Lymphoma	As per treatment guidelines for tumor location
Thoracic	ABC is clinically necessary for -Any reirradiation case where the anticipated toxicity will be reduced with ABC. -Any conventionally fractionated case where a plan that meets minimum safety requirements cannot be achieved except with ABC. -Any hypofractionated or SABR plan that cannot meet normal tissue safety objectives or will not be well visualized on cone beam computed tomography without the use of ABC.
Sarcoma	As per treatment guidelines for tumor location
Pediatrics	4DCT will be acquired in patients large enough for tracing to be obtained when there is a concern for susceptibility to motion. ABC will be considered clinically necessary and will be used in cooperative patients where ABC significantly reduces dose to organs at risk.
Breast	ABC technique will be used very judiciously and be considered clinically necessary only in cases with cardiac mean dose >4 Gy or lung V20 >40% when free-breathing techniques are used. In general, we should seek alternative approaches to ABC, including IMRT/VMAT, to meet dose objectives.

Abbreviations: 4DCT = 4-dimensional computed tomography; ABC = active breathing coordinator; GI = gastrointestinal; IMRT = intensity modulated radiation therapy; VMAT = volumetric modulated arc therapy.

Clinical trials and laboratory research

Clinical trials will stop all new enrollments. The sole exceptions are prioritized trials where the trial is the only treatment option for the patient. Follow-up visits for trials will be conducted by phone whenever possible.
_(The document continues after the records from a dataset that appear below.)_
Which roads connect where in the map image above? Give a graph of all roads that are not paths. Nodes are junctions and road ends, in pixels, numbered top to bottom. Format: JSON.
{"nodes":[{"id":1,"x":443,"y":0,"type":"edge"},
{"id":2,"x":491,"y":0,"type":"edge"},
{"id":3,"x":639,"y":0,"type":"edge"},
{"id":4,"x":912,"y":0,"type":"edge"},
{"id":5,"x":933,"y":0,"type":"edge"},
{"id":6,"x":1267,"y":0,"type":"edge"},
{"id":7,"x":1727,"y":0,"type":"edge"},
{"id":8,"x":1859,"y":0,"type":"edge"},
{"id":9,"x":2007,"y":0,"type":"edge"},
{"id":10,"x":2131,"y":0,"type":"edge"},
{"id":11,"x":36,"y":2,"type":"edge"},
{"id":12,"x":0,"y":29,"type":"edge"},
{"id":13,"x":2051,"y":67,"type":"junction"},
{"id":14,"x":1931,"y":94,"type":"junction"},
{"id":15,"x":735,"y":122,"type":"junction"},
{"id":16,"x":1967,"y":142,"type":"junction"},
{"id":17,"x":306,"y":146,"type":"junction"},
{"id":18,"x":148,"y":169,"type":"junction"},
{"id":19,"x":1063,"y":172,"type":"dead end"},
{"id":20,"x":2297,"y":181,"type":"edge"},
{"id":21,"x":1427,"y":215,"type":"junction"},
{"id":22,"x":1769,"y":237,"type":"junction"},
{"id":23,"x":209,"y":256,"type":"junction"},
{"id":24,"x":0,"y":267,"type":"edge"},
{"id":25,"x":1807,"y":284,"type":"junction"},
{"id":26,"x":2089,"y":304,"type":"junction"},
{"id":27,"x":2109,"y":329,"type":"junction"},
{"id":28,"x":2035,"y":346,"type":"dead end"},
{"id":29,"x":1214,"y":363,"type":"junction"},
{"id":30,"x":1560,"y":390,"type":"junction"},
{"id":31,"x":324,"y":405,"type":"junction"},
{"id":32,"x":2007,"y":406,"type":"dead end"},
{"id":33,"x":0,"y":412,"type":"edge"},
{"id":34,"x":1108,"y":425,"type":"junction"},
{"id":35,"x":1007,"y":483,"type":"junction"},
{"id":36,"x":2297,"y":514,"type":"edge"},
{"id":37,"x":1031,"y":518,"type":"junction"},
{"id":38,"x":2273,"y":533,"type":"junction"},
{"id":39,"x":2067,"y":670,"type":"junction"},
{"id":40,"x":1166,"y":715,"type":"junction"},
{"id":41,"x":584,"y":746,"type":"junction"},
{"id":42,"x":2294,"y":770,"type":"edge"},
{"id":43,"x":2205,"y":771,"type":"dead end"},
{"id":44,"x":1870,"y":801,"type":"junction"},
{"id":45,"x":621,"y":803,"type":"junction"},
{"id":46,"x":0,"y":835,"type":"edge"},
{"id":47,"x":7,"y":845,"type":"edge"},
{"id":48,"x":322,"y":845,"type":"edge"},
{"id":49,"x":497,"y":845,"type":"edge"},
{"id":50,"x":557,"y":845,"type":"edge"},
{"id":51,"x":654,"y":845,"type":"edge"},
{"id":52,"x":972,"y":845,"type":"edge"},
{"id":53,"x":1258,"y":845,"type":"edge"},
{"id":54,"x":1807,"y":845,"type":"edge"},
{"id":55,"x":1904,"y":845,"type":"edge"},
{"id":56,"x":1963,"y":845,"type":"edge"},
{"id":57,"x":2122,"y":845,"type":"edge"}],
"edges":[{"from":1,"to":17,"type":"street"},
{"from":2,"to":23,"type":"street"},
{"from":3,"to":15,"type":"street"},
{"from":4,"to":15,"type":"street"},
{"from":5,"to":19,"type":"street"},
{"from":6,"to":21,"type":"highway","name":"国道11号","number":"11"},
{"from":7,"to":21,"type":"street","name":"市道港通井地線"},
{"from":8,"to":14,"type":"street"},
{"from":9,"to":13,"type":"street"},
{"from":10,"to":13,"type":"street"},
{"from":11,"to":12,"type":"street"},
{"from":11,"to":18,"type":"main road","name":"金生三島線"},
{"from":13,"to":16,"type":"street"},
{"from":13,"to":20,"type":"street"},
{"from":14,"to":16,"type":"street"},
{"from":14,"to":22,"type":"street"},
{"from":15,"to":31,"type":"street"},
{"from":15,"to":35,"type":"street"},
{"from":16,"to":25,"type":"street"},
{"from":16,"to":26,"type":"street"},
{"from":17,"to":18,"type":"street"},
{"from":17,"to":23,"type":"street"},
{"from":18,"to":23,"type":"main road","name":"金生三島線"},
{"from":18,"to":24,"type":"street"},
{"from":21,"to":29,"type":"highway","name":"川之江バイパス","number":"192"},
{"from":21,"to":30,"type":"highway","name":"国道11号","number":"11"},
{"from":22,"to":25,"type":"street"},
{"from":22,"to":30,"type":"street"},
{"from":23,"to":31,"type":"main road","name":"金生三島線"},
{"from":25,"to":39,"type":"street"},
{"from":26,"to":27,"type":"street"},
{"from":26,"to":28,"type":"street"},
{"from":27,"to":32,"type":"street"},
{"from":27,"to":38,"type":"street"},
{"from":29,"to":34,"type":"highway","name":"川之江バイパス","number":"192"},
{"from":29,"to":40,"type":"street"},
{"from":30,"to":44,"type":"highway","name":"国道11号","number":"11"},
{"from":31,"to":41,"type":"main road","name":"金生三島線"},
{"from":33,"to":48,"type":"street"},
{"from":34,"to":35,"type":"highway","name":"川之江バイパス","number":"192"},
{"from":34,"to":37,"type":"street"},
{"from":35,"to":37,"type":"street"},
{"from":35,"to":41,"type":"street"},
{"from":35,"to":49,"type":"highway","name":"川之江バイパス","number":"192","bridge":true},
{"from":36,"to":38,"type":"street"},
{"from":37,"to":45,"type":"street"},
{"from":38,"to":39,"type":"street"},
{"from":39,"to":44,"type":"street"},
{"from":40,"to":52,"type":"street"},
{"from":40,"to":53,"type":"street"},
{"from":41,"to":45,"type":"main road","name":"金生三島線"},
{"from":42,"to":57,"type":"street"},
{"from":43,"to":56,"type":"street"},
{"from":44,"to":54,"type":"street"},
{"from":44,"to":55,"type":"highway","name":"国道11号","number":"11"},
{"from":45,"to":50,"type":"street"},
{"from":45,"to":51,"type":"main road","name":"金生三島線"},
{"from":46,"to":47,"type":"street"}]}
Research specimens will not be collected unless there is a clear need, for patient safety. All laboratory research has been discontinued, and research staff are working and meeting remotely.

Conclusions

During this period of pandemic, additional considerations are necessary for prioritization of radiation treatment and equipment, as well as for additional infection control measures. The preceding represents selected considerations that we hope will be of value to the radiation oncology community as we navigate these unprecedented conditions.